Phill retorna para o seu escritório de advocacia, que tinha abandonado para concorrer a uma vaga no judiciário, e tenta reerguer sua firma do péssimo estado que a empresa ficou durante sua ausência. Também vemos o personagem gerenciando suas relações com Geoffrey, sua esposa Vivian, sua mãe e irmão, assim como com os problemas de Will e Carlton.

Enquanto isso, Vivian segue sua jornada para encontrar sua voz como artista. Uma vez que a personagem está acostumada a silenciar-se e praticar a abnegação, devido ao seu posto como mãe e esposa, sua trama envolve aprender a se priorizar, e se posicionar, ao mesmo tempo que tenta equilibrar a carreira com a devoção por sua família.

O ponto fraco da temporada é o enredo de Hillary, que segue como a menos engajante da série. Os pontos altos da personagem são quando se encontra com seu interesse amoroso, Jazz. As interações do casal rendem bons momentos cômicos e românticos.

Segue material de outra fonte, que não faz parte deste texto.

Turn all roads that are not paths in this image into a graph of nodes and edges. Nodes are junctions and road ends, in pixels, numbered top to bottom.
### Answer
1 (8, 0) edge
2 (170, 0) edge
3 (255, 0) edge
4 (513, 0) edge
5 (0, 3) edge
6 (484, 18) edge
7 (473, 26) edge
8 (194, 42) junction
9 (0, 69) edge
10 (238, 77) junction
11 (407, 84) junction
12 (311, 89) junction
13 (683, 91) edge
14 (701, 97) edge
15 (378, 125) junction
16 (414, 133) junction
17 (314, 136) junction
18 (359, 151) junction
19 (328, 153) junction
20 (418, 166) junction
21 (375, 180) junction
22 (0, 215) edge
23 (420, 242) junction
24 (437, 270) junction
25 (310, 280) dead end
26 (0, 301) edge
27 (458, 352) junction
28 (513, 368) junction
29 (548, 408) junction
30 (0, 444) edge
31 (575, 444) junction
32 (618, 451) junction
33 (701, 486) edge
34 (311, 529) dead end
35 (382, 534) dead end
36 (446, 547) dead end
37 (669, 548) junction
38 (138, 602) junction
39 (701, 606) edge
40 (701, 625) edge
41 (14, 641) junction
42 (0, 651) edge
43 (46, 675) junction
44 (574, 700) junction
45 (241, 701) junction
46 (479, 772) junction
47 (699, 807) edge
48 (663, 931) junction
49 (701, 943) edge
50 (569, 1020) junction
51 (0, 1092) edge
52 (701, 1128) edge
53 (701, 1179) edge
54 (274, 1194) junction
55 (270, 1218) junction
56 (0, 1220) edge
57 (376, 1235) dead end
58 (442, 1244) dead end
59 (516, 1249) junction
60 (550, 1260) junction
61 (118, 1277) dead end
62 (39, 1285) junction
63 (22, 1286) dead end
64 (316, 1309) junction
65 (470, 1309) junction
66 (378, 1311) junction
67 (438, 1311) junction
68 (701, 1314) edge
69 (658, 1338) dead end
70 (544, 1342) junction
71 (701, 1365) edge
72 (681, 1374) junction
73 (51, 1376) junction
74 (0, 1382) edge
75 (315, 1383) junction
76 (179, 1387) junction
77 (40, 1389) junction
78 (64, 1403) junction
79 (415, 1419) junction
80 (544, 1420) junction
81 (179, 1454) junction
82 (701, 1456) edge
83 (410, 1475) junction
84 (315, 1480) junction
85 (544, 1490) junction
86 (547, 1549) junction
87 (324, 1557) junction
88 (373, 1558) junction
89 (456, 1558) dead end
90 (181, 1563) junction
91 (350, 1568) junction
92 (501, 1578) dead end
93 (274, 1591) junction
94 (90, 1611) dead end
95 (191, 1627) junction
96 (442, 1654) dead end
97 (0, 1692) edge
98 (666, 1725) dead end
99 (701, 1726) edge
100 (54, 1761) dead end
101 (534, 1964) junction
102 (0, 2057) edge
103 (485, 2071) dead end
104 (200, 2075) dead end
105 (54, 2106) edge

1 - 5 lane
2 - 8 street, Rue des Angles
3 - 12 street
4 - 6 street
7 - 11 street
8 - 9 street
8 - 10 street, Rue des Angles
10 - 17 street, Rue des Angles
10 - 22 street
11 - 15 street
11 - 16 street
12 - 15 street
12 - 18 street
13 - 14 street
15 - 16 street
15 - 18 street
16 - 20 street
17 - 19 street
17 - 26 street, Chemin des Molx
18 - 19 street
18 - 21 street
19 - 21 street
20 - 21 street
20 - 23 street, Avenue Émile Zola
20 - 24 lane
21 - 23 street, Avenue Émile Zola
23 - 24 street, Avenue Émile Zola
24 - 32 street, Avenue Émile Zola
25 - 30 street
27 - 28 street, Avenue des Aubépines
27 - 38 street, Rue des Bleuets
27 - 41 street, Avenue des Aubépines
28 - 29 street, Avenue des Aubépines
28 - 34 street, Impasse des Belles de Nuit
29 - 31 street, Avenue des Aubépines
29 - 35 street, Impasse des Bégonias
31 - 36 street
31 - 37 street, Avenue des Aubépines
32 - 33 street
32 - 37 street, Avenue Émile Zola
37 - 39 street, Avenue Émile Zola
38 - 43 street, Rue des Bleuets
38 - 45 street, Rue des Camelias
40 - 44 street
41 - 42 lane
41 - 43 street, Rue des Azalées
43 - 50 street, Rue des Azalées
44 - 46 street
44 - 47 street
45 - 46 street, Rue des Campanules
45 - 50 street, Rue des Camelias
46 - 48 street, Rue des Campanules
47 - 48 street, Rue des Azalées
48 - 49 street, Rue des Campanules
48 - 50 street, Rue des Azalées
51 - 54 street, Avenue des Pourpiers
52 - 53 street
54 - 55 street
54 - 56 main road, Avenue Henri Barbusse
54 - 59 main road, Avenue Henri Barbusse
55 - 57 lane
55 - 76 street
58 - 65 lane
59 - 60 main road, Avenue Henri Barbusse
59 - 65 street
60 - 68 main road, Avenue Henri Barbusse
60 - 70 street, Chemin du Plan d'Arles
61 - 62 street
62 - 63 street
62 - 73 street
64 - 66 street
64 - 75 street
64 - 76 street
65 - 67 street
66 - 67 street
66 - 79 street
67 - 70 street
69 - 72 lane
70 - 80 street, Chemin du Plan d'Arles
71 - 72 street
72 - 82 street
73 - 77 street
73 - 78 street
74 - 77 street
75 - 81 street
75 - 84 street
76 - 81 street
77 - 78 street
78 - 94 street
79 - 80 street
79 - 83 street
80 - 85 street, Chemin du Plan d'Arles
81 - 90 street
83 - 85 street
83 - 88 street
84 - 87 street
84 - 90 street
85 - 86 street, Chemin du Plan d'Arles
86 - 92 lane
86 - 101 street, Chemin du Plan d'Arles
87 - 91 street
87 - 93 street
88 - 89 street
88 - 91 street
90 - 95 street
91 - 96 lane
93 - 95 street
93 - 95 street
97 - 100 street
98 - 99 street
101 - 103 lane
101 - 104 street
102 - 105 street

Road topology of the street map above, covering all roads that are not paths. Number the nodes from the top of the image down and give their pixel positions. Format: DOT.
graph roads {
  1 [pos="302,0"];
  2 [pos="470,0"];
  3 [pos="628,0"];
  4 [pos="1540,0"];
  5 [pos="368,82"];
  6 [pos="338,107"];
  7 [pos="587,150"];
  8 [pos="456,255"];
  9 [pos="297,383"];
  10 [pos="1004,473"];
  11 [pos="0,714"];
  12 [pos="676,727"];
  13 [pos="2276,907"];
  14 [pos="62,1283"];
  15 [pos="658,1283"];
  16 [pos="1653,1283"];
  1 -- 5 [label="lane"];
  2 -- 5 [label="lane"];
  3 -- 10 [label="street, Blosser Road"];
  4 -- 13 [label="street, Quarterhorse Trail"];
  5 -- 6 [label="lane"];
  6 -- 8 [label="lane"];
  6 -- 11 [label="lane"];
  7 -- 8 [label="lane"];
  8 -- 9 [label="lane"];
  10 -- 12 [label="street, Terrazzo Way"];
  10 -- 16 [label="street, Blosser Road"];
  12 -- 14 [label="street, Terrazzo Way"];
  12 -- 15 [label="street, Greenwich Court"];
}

Essa temporada conta com algumas participações especiais como Tatyana Ali e Daphne Maxwell Reid – respectivamente, Ashley e Tia Vivian de “Um Maluco no Pedaço” – e a rapper estadunidense Saweetie.

A segunda temporada de Bel-Air não só não perde em qualidade para primeira, como apresenta uma continuação plausível e satisfatória dos enredos de cada personagem. Ela também é um reflexo do avanço dos debates da comunidade negra, e de seu estado atual. Se você tá ligado nesses assuntos, com certeza vai gostar da abordagem sensível dada a eles. Se você não manja nada disso, é uma ótima oportunidade de ser introduzido a esses temas e discussões de maneira leve, assistindo a uma produção que tem tudo para se tornar, assim com seu material de origem, em um clássico contemporâneo.